***** Entries shown *****

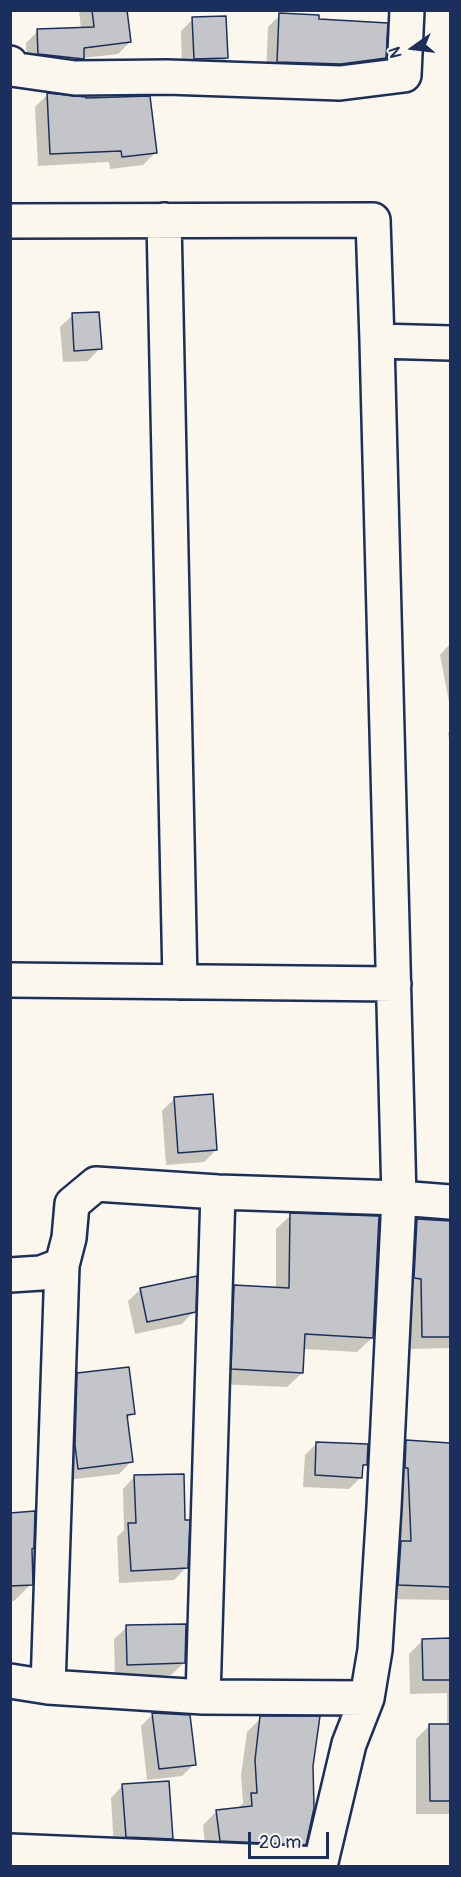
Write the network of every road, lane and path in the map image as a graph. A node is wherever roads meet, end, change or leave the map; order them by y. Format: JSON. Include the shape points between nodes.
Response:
{"nodes":[{"id":1,"x":407,"y":10,"type":"edge"},
{"id":2,"x":10,"y":63,"type":"edge"},
{"id":3,"x":10,"y":220,"type":"edge"},
{"id":4,"x":164,"y":220,"type":"junction"},
{"id":5,"x":377,"y":341,"type":"junction"},
{"id":6,"x":450,"y":343,"type":"edge"},
{"id":7,"x":10,"y":980,"type":"edge"},
{"id":8,"x":180,"y":982,"type":"junction"},
{"id":9,"x":394,"y":984,"type":"junction"},
{"id":10,"x":218,"y":1192,"type":"junction"},
{"id":11,"x":399,"y":1198,"type":"junction"},
{"id":12,"x":450,"y":1202,"type":"edge"},
{"id":13,"x":62,"y":1265,"type":"junction"},
{"id":14,"x":10,"y":1275,"type":"edge"},
{"id":15,"x":10,"y":1681,"type":"edge"},
{"id":16,"x":48,"y":1687,"type":"junction"},
{"id":17,"x":203,"y":1697,"type":"junction"},
{"id":18,"x":367,"y":1698,"type":"junction"},
{"id":19,"x":10,"y":1851,"type":"edge"},
{"id":20,"x":320,"y":1865,"type":"edge"}],
"edges":[{"from":1,"to":2,"type":"street","via":[[404,75],[340,83],[75,78],[11,69]]},
{"from":3,"to":4,"type":"street"},
{"from":4,"to":5,"type":"street","via":[[373,220]]},
{"from":4,"to":8,"type":"street"},
{"from":5,"to":6,"type":"street"},
{"from":5,"to":9,"type":"street"},
{"from":7,"to":8,"type":"street"},
{"from":8,"to":9,"type":"street"},
{"from":9,"to":11,"type":"street"},
{"from":10,"to":11,"type":"street"},
{"from":10,"to":13,"type":"street","via":[[96,1184],[72,1204]]},
{"from":10,"to":17,"type":"street"},
{"from":11,"to":12,"type":"street"},
{"from":11,"to":18,"type":"street","via":[[375,1650]]},
{"from":13,"to":14,"type":"street","via":[[42,1273]]},
{"from":13,"to":16,"type":"street"},
{"from":15,"to":16,"type":"street"},
{"from":16,"to":17,"type":"street"},
{"from":17,"to":18,"type":"street"},
{"from":18,"to":20,"type":"street","via":[[349,1744]]},
{"from":19,"to":20,"type":"street"}]}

*****

— Aim of the exercise —
Only the count is wanted. Count the lines of the data above that include the string "nodes".

— Exercise solution —
2